Prolonged use of smartphones and exposure to noise in public entertainment venues responsible
At least 1.1 billion teenagers and young adults are at risk of hearing loss due to the unsafe use of personal audio devices, including smartphones, and exposure to damaging levels of sound at noisy entertainment venues such as nightclubs, bars and sporting events, according to a recent World Health Organisation (WHO) press release.
The UN body analysed data from studies in middle- and high -income countries which indicates that among teenagers and young adults aged 12-35 years, nearly 50 per cent are exposed to unsafe levels of sound from the use of personal audio devices and 40 per cent are exposed to potentially damaging levels of sound at entertainment venues. Unsafe levels of sound can be exposure to more than 85 decibels (dB) for eight hours or 100dB for 15 minutes.

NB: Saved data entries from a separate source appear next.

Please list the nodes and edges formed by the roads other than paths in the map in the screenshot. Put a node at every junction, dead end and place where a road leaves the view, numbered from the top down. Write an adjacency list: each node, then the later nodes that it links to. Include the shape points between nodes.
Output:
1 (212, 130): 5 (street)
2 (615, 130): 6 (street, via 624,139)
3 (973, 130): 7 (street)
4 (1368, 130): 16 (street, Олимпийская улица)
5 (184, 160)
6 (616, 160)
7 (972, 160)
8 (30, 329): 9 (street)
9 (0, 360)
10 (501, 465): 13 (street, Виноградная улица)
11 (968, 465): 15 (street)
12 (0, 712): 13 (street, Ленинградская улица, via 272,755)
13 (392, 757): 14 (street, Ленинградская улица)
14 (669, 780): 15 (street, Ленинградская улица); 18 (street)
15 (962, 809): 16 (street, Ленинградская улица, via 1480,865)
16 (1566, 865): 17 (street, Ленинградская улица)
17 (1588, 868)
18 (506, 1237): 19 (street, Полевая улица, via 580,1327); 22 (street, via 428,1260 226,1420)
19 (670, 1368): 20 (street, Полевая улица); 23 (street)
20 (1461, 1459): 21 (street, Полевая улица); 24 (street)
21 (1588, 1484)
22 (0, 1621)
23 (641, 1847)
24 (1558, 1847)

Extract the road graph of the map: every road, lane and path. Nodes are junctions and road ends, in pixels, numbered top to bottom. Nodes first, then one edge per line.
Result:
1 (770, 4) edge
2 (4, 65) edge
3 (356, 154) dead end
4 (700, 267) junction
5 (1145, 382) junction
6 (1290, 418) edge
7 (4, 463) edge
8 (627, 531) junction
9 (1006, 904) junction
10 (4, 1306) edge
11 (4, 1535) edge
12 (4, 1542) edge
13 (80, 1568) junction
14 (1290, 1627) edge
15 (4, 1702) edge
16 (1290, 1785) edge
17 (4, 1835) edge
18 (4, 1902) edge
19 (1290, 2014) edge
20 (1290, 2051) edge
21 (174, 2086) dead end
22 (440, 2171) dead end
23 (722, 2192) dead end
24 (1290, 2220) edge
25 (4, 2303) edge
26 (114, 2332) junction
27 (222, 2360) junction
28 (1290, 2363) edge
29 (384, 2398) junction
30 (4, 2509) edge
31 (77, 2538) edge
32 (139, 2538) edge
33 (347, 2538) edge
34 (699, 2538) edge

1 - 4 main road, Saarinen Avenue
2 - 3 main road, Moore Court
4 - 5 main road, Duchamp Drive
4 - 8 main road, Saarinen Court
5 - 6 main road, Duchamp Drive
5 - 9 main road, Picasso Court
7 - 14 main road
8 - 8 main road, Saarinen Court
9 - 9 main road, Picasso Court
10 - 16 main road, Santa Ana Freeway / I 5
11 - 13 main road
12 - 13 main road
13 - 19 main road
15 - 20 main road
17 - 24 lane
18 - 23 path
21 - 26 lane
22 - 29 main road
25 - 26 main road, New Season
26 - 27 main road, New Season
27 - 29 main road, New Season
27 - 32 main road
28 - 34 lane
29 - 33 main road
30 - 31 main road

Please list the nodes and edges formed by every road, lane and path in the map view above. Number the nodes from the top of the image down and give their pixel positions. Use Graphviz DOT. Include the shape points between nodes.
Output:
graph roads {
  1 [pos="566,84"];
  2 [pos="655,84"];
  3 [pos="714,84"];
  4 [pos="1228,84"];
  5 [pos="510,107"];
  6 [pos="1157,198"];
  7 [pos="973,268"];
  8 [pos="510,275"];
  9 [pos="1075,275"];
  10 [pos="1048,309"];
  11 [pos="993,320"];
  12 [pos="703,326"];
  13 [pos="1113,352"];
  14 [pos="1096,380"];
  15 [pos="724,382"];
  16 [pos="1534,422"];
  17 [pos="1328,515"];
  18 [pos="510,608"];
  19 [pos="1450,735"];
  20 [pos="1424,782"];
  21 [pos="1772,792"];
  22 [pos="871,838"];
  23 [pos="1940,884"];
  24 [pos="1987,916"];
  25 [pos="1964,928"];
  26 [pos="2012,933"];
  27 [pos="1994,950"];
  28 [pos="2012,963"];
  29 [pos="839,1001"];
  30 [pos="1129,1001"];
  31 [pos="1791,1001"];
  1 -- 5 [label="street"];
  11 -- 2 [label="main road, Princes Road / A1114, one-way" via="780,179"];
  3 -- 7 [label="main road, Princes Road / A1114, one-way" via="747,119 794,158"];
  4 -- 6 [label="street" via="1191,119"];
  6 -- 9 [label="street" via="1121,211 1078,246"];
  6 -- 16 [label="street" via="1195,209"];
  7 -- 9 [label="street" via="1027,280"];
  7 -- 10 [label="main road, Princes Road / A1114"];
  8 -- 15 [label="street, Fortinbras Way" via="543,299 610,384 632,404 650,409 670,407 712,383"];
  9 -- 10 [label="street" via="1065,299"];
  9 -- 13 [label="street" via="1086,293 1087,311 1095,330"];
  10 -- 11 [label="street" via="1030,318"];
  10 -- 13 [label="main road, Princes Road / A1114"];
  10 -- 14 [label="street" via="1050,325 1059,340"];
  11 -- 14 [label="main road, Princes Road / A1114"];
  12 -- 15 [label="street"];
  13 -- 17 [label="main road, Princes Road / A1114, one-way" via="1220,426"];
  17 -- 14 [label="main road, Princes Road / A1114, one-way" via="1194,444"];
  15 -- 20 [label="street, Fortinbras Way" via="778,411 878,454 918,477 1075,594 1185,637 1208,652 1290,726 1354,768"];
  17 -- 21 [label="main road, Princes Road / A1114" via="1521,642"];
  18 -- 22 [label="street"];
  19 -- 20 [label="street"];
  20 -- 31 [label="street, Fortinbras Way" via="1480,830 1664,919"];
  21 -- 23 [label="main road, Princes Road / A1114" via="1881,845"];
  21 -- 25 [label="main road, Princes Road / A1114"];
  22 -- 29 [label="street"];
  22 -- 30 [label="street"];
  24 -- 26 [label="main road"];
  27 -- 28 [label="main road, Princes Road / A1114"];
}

“As they go about their daily lives doing what they enjoy, more and more young people are placing themselves at risk of hearing loss,” notes Etienne Krug, WHO director for the department for management of non-communicable diseases, disability, violence and injury prevention. “They should be aware that once you lose your hearing, it won’t come back. Taking simple preventive actions will allow people to continue to enjoy themselves without putting their hearing at risk.”
The organisation will also launch the “Make Listening Safe” initiative to mark International Ear Care Day, celebrated each year on March 3. The aim of the initiative would be to draw attention to the dangers of unsafe listening and promote safer practices. In collaboration with partners worldwide, WHO will alert young people and their families about the risks of noise-induced hearing loss and advocate towards governments for greater attention to this issue as part of their broader efforts to prevent hearing loss generally.